Benjamin, a city that is former official, had represented the last owners inside their plans to demolish the diner in 2016 to pursue redevelopment. Nevertheless the town said it would maybe not accept this type of plan because it wasn’t convinced the owners had explored all alternatives for preserving the diner, that has st d in the corner since 1948.

In 2017, Benjamin quietly bought the building and an parking that is adjoining for $39,000. Last year, he secured a $105,000 loan through the state dept. of Economic and Community Development for ecological cleaning. He’s assembled a group of consultants — including two firms that are hartford-based Maier Design Group and Freeman Cos., and Eagle Environmental Inc. of Terryville — to the office in the project. Benjamin is also l king for a listing in the state’s register of historic places to be eligible for rehabilitation tax credits.

Benjamin’s biggest challenge are securing financing for the project. Although Benjamin said he hopes to attract personal investors, he concedes a chunk that is significant probably need certainly to originate from general public subsidy

“I’m very optimistic,” Benjamin stated. “But at the same time, I’m guarded. It’s guarded optimism.”

David MacDonald, executive director associated with the Asylum Hill Neighborh d Association and a city that is former user, stated the rehabilitation for the diner gets the prospective not to only anchor the redevelopment of its block but the wider six-block stretch between Sigourney and W dland roads which includes the Mark Twain home.

“It’s likely to be a significant, major enhancement for the avenue because you’re going to have location restaurant that’s planning to attract individuals from outside the neighbor h d into the neighborh d,” MacDonald said. “It’s likely to offer more base traffic regarding the street, and that’s important for everyone else in the neighborh d.”

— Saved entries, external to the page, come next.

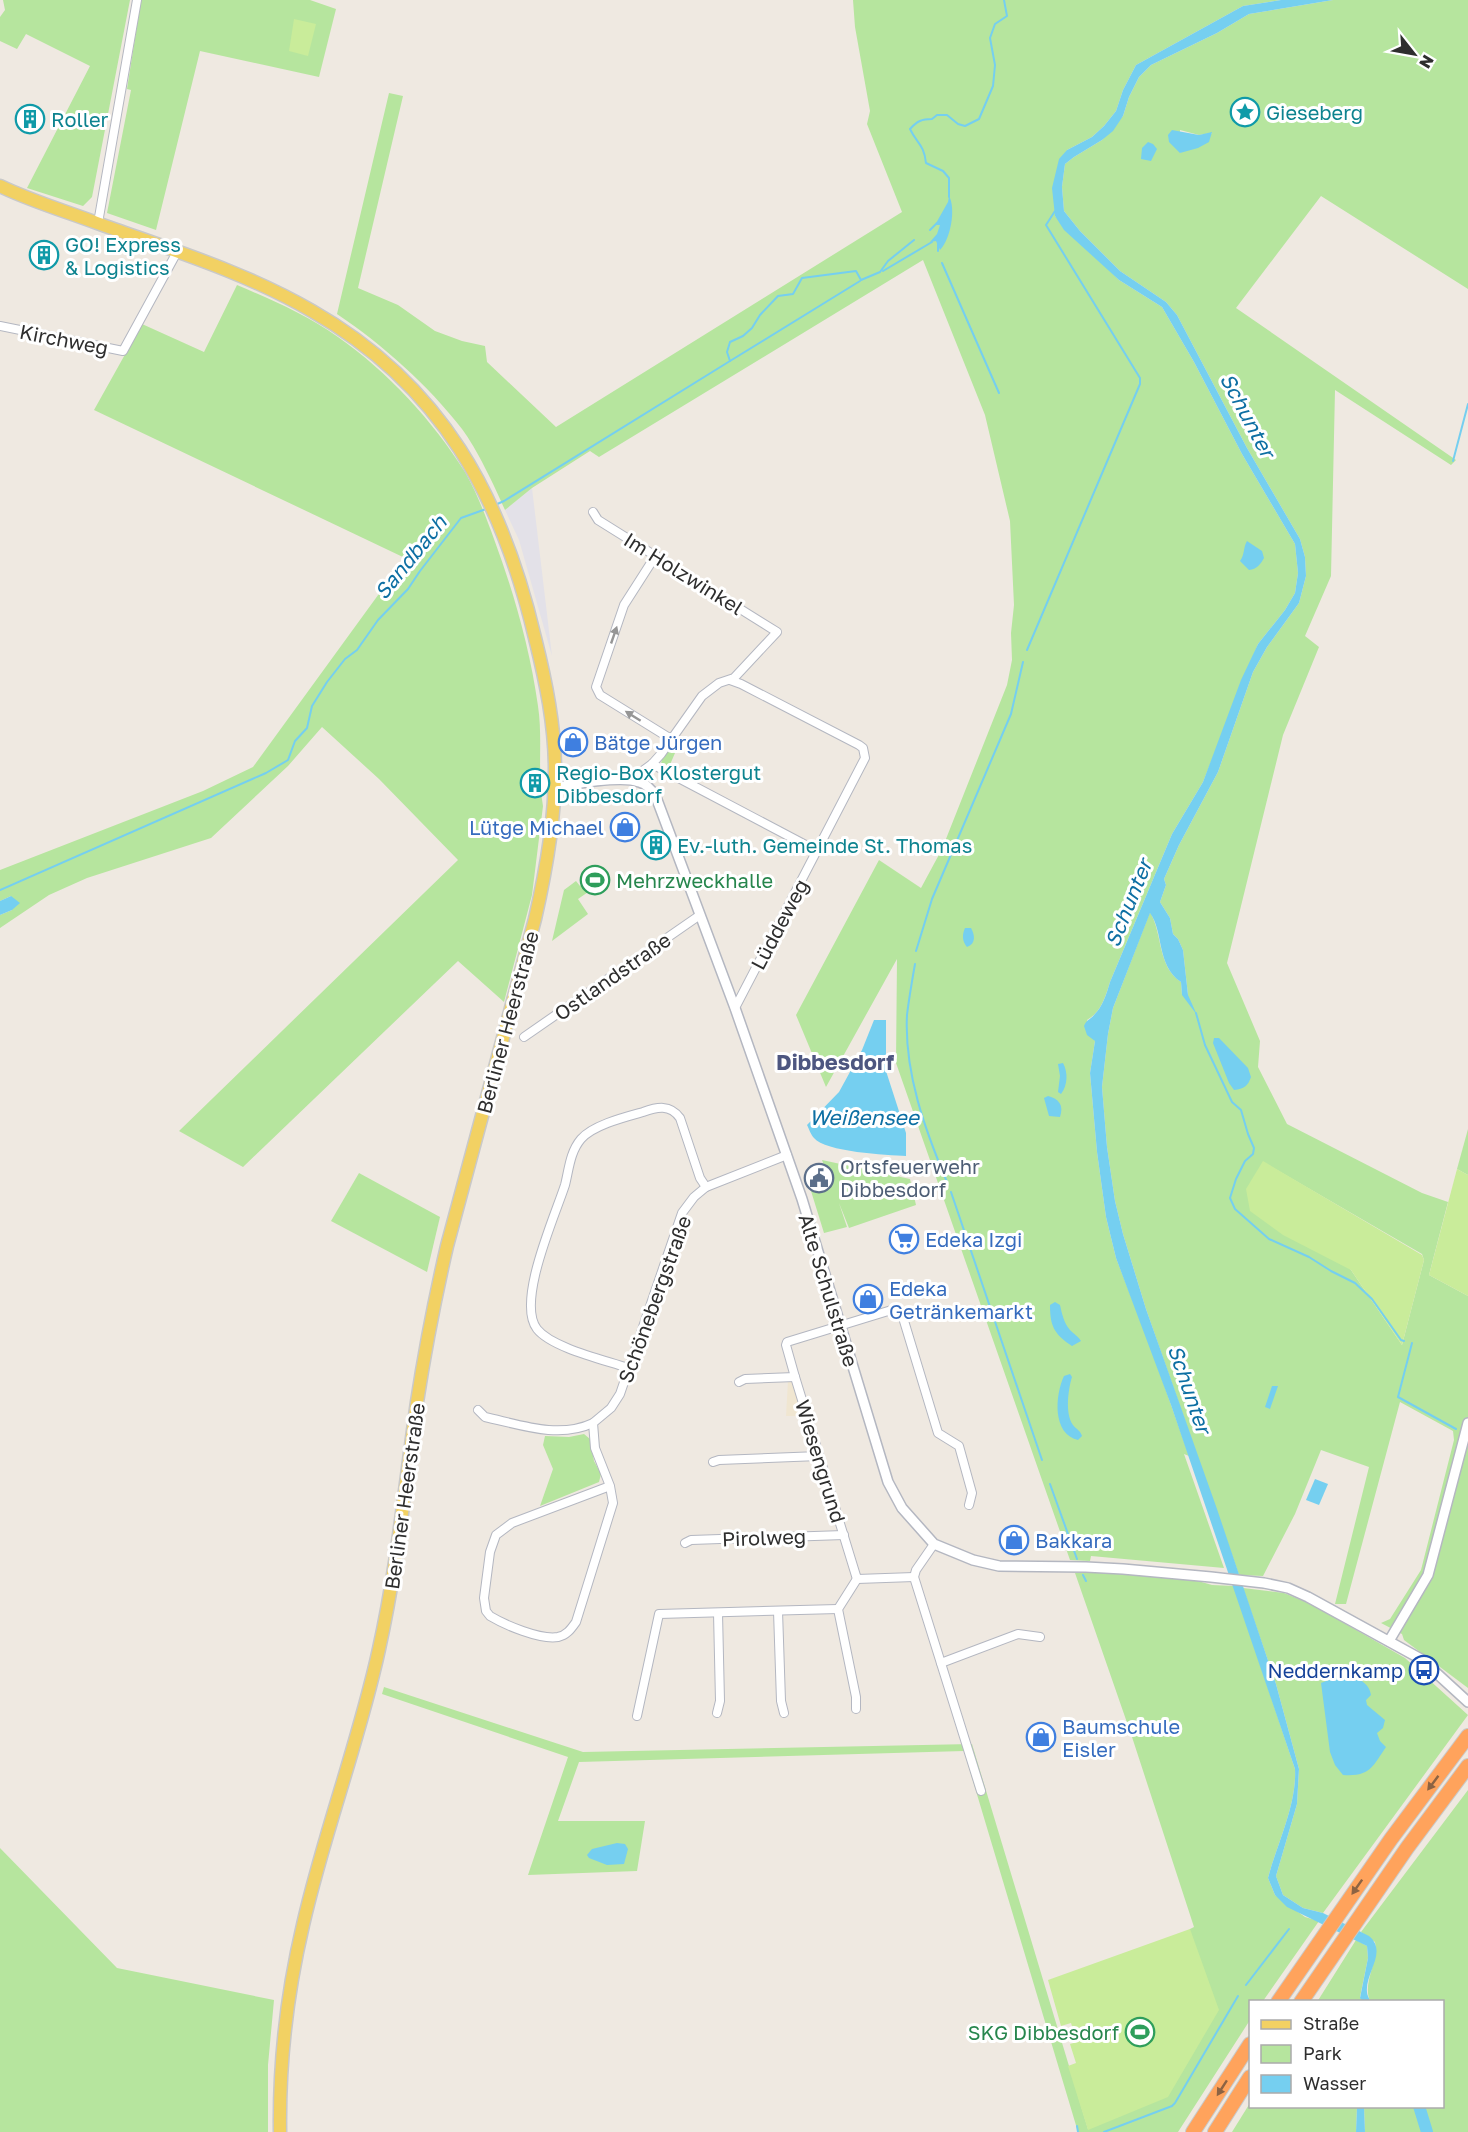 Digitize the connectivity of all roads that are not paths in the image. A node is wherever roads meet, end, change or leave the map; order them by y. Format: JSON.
{"nodes":[{"id":1,"x":137,"y":0,"type":"edge"},
{"id":2,"x":0,"y":186,"type":"edge"},
{"id":3,"x":98,"y":223,"type":"junction"},
{"id":4,"x":177,"y":252,"type":"junction"},
{"id":5,"x":0,"y":326,"type":"edge"},
{"id":6,"x":592,"y":512,"type":"dead end"},
{"id":7,"x":656,"y":555,"type":"junction"},
{"id":8,"x":730,"y":680,"type":"junction"},
{"id":9,"x":671,"y":739,"type":"junction"},
{"id":10,"x":652,"y":764,"type":"junction"},
{"id":11,"x":633,"y":780,"type":"junction"},
{"id":12,"x":555,"y":788,"type":"junction"},
{"id":13,"x":817,"y":851,"type":"junction"},
{"id":14,"x":700,"y":915,"type":"junction"},
{"id":15,"x":735,"y":1008,"type":"junction"},
{"id":16,"x":524,"y":1037,"type":"dead end"},
{"id":17,"x":787,"y":1155,"type":"junction"},
{"id":18,"x":706,"y":1186,"type":"junction"},
{"id":19,"x":839,"y":1325,"type":"junction"},
{"id":20,"x":628,"y":1368,"type":"junction"},
{"id":21,"x":795,"y":1377,"type":"junction"},
{"id":22,"x":739,"y":1382,"type":"dead end"},
{"id":23,"x":478,"y":1410,"type":"dead end"},
{"id":24,"x":593,"y":1423,"type":"junction"},
{"id":25,"x":1467,"y":1429,"type":"edge"},
{"id":26,"x":819,"y":1456,"type":"junction"},
{"id":27,"x":713,"y":1462,"type":"dead end"},
{"id":28,"x":610,"y":1486,"type":"junction"},
{"id":29,"x":969,"y":1505,"type":"dead end"},
{"id":30,"x":844,"y":1535,"type":"junction"},
{"id":31,"x":685,"y":1543,"type":"dead end"},
{"id":32,"x":934,"y":1544,"type":"junction"},
{"id":33,"x":914,"y":1577,"type":"junction"},
{"id":34,"x":857,"y":1579,"type":"junction"},
{"id":35,"x":838,"y":1609,"type":"junction"},
{"id":36,"x":778,"y":1611,"type":"junction"},
{"id":37,"x":718,"y":1613,"type":"junction"},
{"id":38,"x":1040,"y":1637,"type":"dead end"},
{"id":39,"x":1389,"y":1641,"type":"junction"},
{"id":40,"x":941,"y":1663,"type":"junction"},
{"id":41,"x":1468,"y":1702,"type":"edge"},
{"id":42,"x":856,"y":1709,"type":"dead end"},
{"id":43,"x":717,"y":1713,"type":"dead end"},
{"id":44,"x":784,"y":1713,"type":"dead end"},
{"id":45,"x":637,"y":1716,"type":"dead end"},
{"id":46,"x":1468,"y":1736,"type":"edge"},
{"id":47,"x":1468,"y":1766,"type":"edge"},
{"id":48,"x":981,"y":1791,"type":"dead end"},
{"id":49,"x":1279,"y":2000,"type":"edge"},
{"id":50,"x":1301,"y":2000,"type":"edge"},
{"id":51,"x":1249,"y":2047,"type":"edge"},
{"id":52,"x":1249,"y":2080,"type":"edge"},
{"id":53,"x":280,"y":2132,"type":"edge"},
{"id":54,"x":1193,"y":2132,"type":"edge"},
{"id":55,"x":1215,"y":2132,"type":"edge"}],
"edges":[{"from":1,"to":3,"type":"street"},
{"from":2,"to":3,"type":"main road","name":"Berliner Heerstraße"},
{"from":3,"to":4,"type":"main road","name":"Berliner Heerstraße"},
{"from":4,"to":5,"type":"street","name":"Kirchweg"},
{"from":4,"to":12,"type":"main road","name":"Berliner Heerstraße"},
{"from":6,"to":7,"type":"street","name":"Im Holzwinkel"},
{"from":7,"to":8,"type":"street","name":"Im Holzwinkel"},
{"from":9,"to":7,"type":"street","one_way":true},
{"from":8,"to":9,"type":"street"},
{"from":8,"to":13,"type":"street","name":"Lüddeweg"},
{"from":9,"to":10,"type":"street"},
{"from":10,"to":11,"type":"street"},
{"from":10,"to":13,"type":"street"},
{"from":11,"to":12,"type":"street"},
{"from":11,"to":14,"type":"street","name":"Alte Schulstraße"},
{"from":12,"to":53,"type":"main road","name":"Berliner Heerstraße"},
{"from":13,"to":15,"type":"street","name":"Lüddeweg"},
{"from":14,"to":15,"type":"street","name":"Alte Schulstraße"},
{"from":14,"to":16,"type":"street","name":"Ostlandstraße"},
{"from":15,"to":17,"type":"street","name":"Alte Schulstraße"},
{"from":17,"to":18,"type":"street","name":"Schönebergstraße"},
{"from":17,"to":19,"type":"street","name":"Alte Schulstraße"},
{"from":18,"to":20,"type":"street","name":"Schönebergstraße"},
{"from":18,"to":20,"type":"street"},
{"from":19,"to":21,"type":"street","name":"Wiesengrund"},
{"from":19,"to":29,"type":"street"},
{"from":19,"to":32,"type":"street","name":"Alte Schulstraße"},
{"from":20,"to":24,"type":"street","name":"Schönebergstraße"},
{"from":21,"to":22,"type":"street"},
{"from":21,"to":26,"type":"street","name":"Wiesengrund"},
{"from":23,"to":24,"type":"street","name":"Schönebergstraße"},
{"from":24,"to":28,"type":"street"},
{"from":25,"to":39,"type":"street"},
{"from":26,"to":27,"type":"street"},
{"from":26,"to":30,"type":"street","name":"Wiesengrund"},
{"from":28,"to":28,"type":"street"},
{"from":30,"to":31,"type":"street","name":"Pirolweg"},
{"from":30,"to":34,"type":"street","name":"Wiesengrund"},
{"from":32,"to":33,"type":"street"},
{"from":32,"to":39,"type":"street","name":"Alte Schulstraße"},
{"from":33,"to":34,"type":"street"},
{"from":33,"to":40,"type":"street"},
{"from":34,"to":35,"type":"street"},
{"from":35,"to":36,"type":"street"},
{"from":35,"to":42,"type":"street"},
{"from":36,"to":37,"type":"street"},
{"from":36,"to":44,"type":"street"},
{"from":37,"to":43,"type":"street"},
{"from":37,"to":45,"type":"street"},
{"from":38,"to":40,"type":"street"},
{"from":39,"to":41,"type":"street","name":"Alte Schulstraße"},
{"from":40,"to":48,"type":"street"},
{"from":46,"to":49,"type":"highway","one_way":true},
{"from":47,"to":50,"type":"highway"},
{"from":51,"to":54,"type":"highway","one_way":true},
{"from":52,"to":55,"type":"highway"}]} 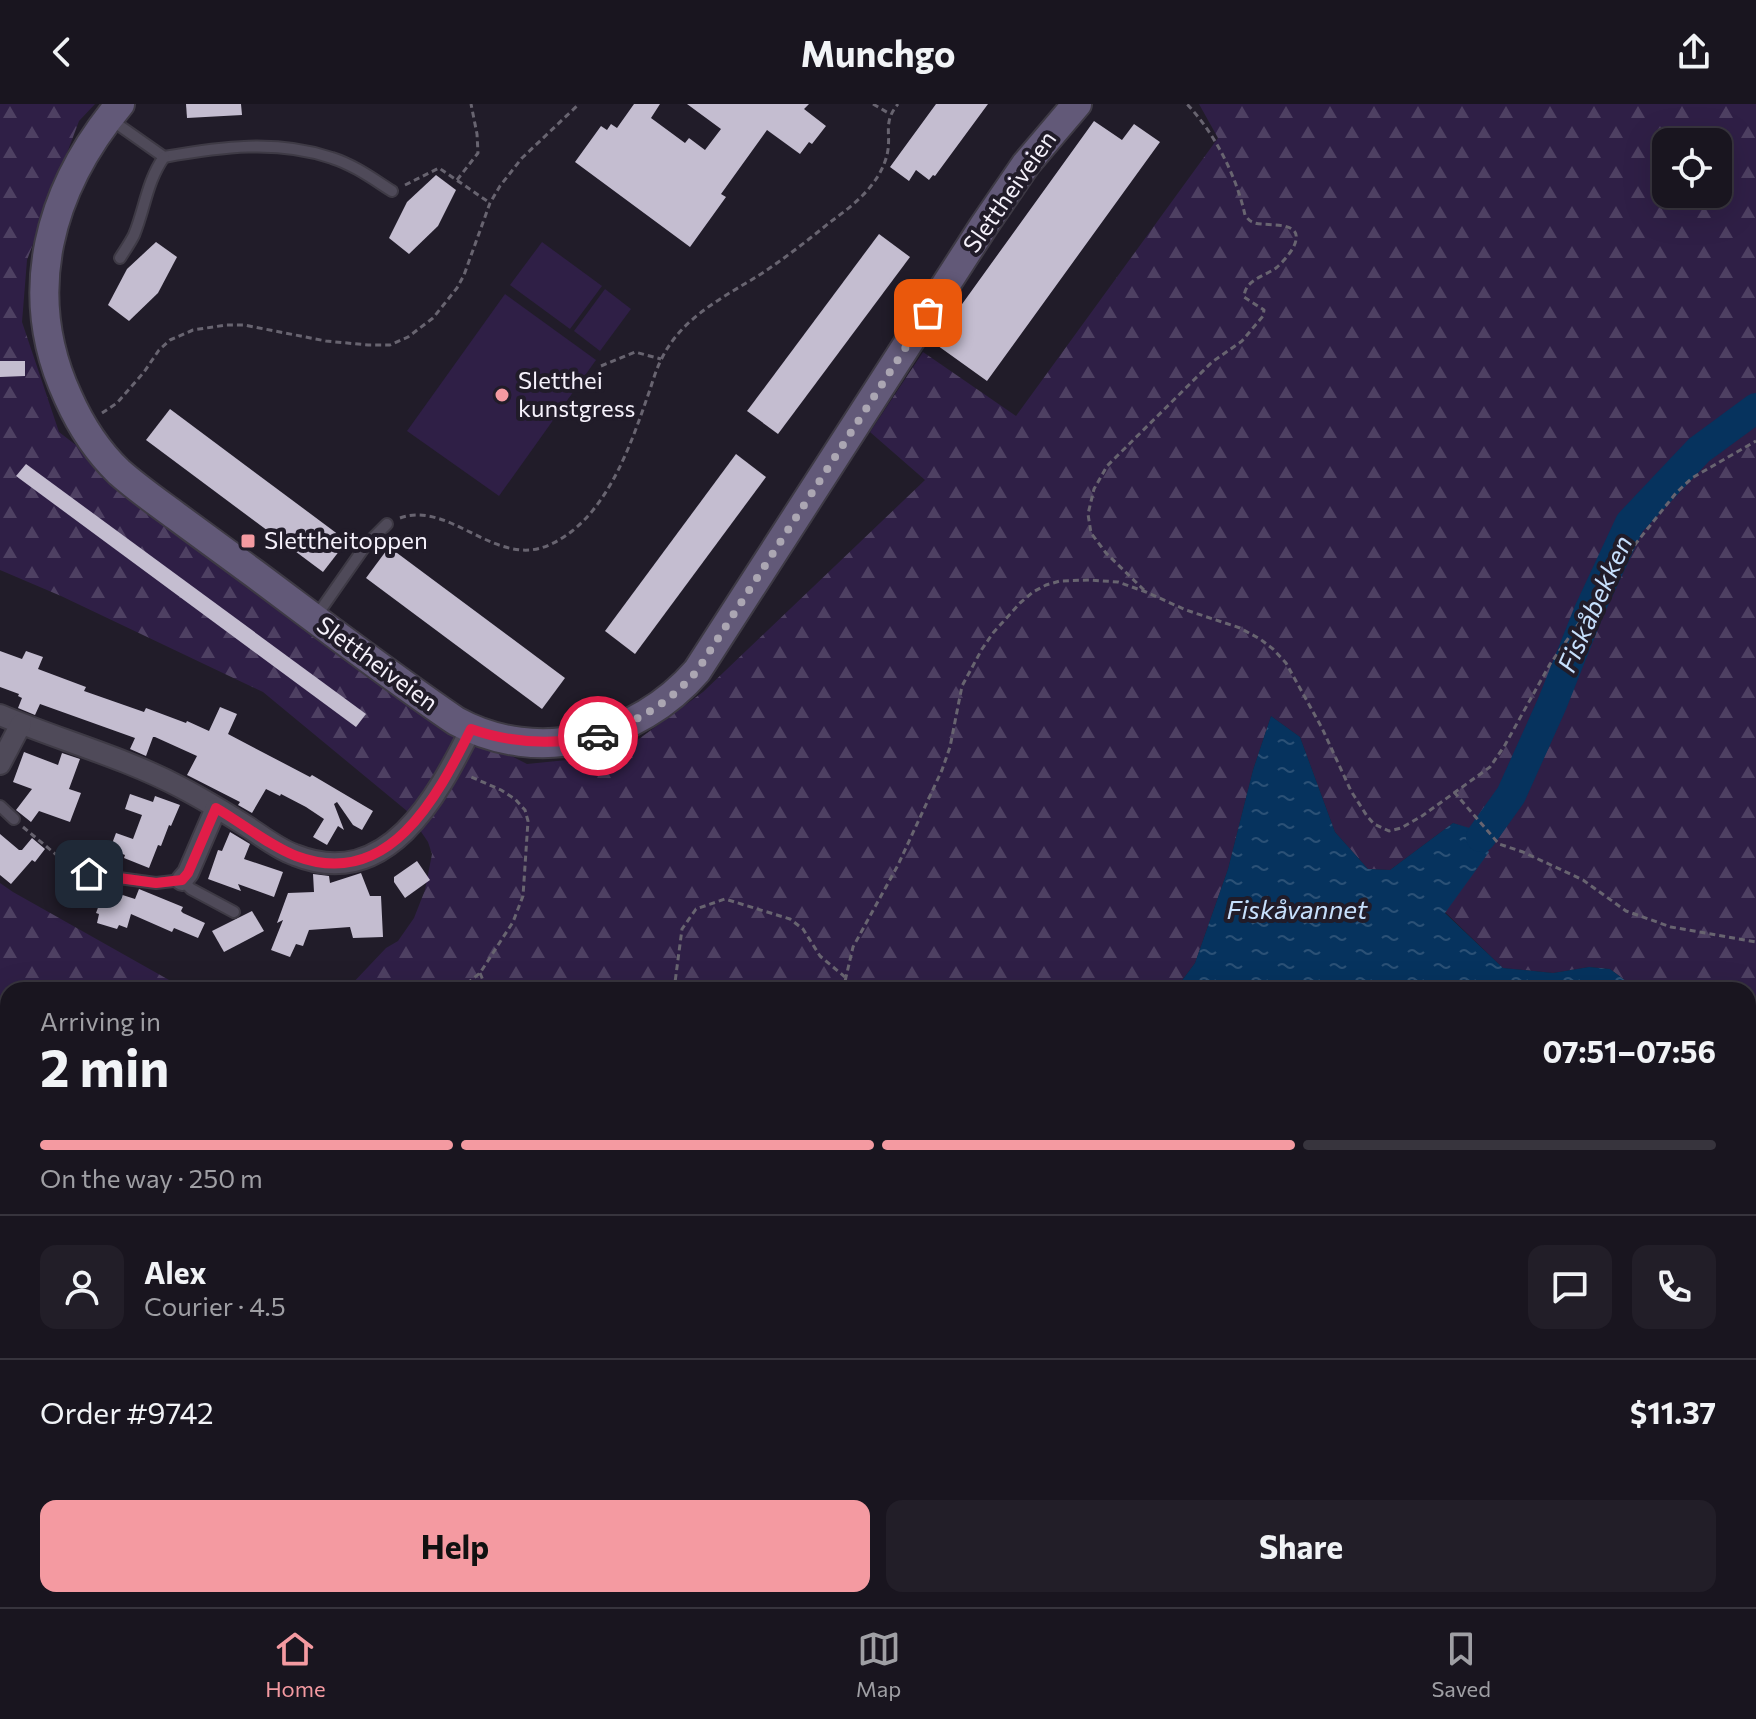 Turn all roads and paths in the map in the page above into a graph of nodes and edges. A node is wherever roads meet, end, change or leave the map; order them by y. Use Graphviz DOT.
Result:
graph roads {
  1 [pos="471,104"];
  2 [pos="579,104"];
  3 [pos="873,104"];
  4 [pos="898,104"];
  5 [pos="1077,104"];
  6 [pos="1187,104"];
  7 [pos="114,111"];
  8 [pos="890,114"];
  9 [pos="164,157"];
  10 [pos="457,180"];
  11 [pos="392,191"];
  12 [pos="490,203"];
  13 [pos="120,258"];
  14 [pos="661,359"];
  15 [pos="601,366"];
  16 [pos="82,425"];
  17 [pos="1756,441"];
  18 [pos="387,524"];
  19 [pos="1146,592"];
  20 [pos="314,619"];
  21 [pos="0,715"];
  22 [pos="21,724"];
  23 [pos="471,729"];
  24 [pos="0,764"];
  25 [pos="451,768"];
  26 [pos="1454,792"];
  27 [pos="0,806"];
  28 [pos="216,808"];
  29 [pos="14,819"];
  30 [pos="89,874"];
  31 [pos="182,880"];
  32 [pos="234,912"];
  33 [pos="1756,942"];
  34 [pos="480,973"];
  35 [pos="845,977"];
  36 [pos="469,982"];
  37 [pos="484,982"];
  38 [pos="675,982"];
  39 [pos="844,982"];
  1 -- 10 [label="path"];
  2 -- 12 [label="path"];
  3 -- 8 [label="path"];
  4 -- 8 [label="path"];
  5 -- 23 [label="street, Slettheiveien"];
  6 -- 19 [label="path"];
  7 -- 9 [label="lane, Slettheiveien"];
  7 -- 16 [label="street, Slettheiveien"];
  8 -- 14 [label="path"];
  9 -- 11 [label="lane"];
  9 -- 13 [label="lane"];
  10 -- 11 [label="path"];
  10 -- 12 [label="path"];
  12 -- 16 [label="path"];
  14 -- 15 [label="path"];
  14 -- 18 [label="path"];
  16 -- 20 [label="street, Slettheiveien"];
  17 -- 26 [label="path"];
  18 -- 20 [label="lane"];
  19 -- 26 [label="path"];
  19 -- 35 [label="path"];
  20 -- 23 [label="street, Slettheiveien"];
  21 -- 22 [label="street"];
  22 -- 24 [label="street"];
  22 -- 28 [label="street"];
  23 -- 25 [label="street"];
  25 -- 28 [label="street"];
  25 -- 34 [label="path"];
  26 -- 33 [label="path"];
  27 -- 29 [label="lane"];
  28 -- 31 [label="street"];
  29 -- 30 [label="path"];
  30 -- 31 [label="lane"];
  31 -- 32 [label="lane"];
  34 -- 36 [label="path"];
  34 -- 37 [label="path"];
  35 -- 38 [label="path"];
  35 -- 39 [label="path"];
}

Preserving a building just like the diner — practically an one-of-a-kind structure — “can be a real catalyst to jump beginning other projects,” said Mary A. Falvey, executive manager for the Hartford Preservation Alliance. The alliance has placed the diner on its list of top endangered structures in Hartford.

“One associated with the important things about iconic historic structures like [the diner] is they link a neighborh d’s past to the present residents along with move it ahead into the future,” Falvey said, including that the diner does not fundamentally need to be a restaurant in its next life.

Some early signs of progress are increasingly being made along Farmington Avenue between downtown and also the communities in the West End. As an example, townhouses integrated 1909 and a block to the west of the diner are now renovated after being left vacant and deteriorating for the ten years.

In a tour week that is last of diner, Benjamin said it is possible the downstairs that as s n as hosted the Comet Lounge — a sign utilizing the name survives as visitors descend the actions — also could possibly be renovated for the club. An elevator would have to be installed to help make the space meet contemporary access and building codes.

There isn’t any electricity in the building at this time, therefore Benjamin and others on the tour usage flashlights from their cellphones to illuminate the downstairs space. The light reveals a phase with drawings of jazz greats like Dizzy Gillespie and perhaps Ella Fitzgerald in the wall that is back.